[Stored data]
___
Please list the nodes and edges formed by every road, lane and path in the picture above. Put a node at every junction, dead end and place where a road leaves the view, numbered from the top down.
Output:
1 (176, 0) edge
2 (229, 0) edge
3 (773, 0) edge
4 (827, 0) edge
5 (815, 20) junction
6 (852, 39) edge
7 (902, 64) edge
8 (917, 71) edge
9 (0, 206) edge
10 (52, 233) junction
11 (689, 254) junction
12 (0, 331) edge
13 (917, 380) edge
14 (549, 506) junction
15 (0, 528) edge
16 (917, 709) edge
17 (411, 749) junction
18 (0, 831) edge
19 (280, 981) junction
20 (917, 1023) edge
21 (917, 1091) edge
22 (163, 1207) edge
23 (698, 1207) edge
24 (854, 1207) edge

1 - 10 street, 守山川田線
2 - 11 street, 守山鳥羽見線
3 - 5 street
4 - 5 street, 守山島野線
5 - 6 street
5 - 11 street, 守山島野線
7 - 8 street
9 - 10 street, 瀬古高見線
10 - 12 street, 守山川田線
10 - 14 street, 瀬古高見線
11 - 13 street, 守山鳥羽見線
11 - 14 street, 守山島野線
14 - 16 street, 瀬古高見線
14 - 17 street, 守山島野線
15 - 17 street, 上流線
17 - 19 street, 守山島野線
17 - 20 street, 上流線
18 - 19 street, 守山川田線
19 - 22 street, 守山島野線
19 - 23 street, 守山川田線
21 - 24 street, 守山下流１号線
___
Check the records above and copy each line that has the string "瀬古高見線".

9 - 10 street, 瀬古高見線
10 - 14 street, 瀬古高見線
14 - 16 street, 瀬古高見線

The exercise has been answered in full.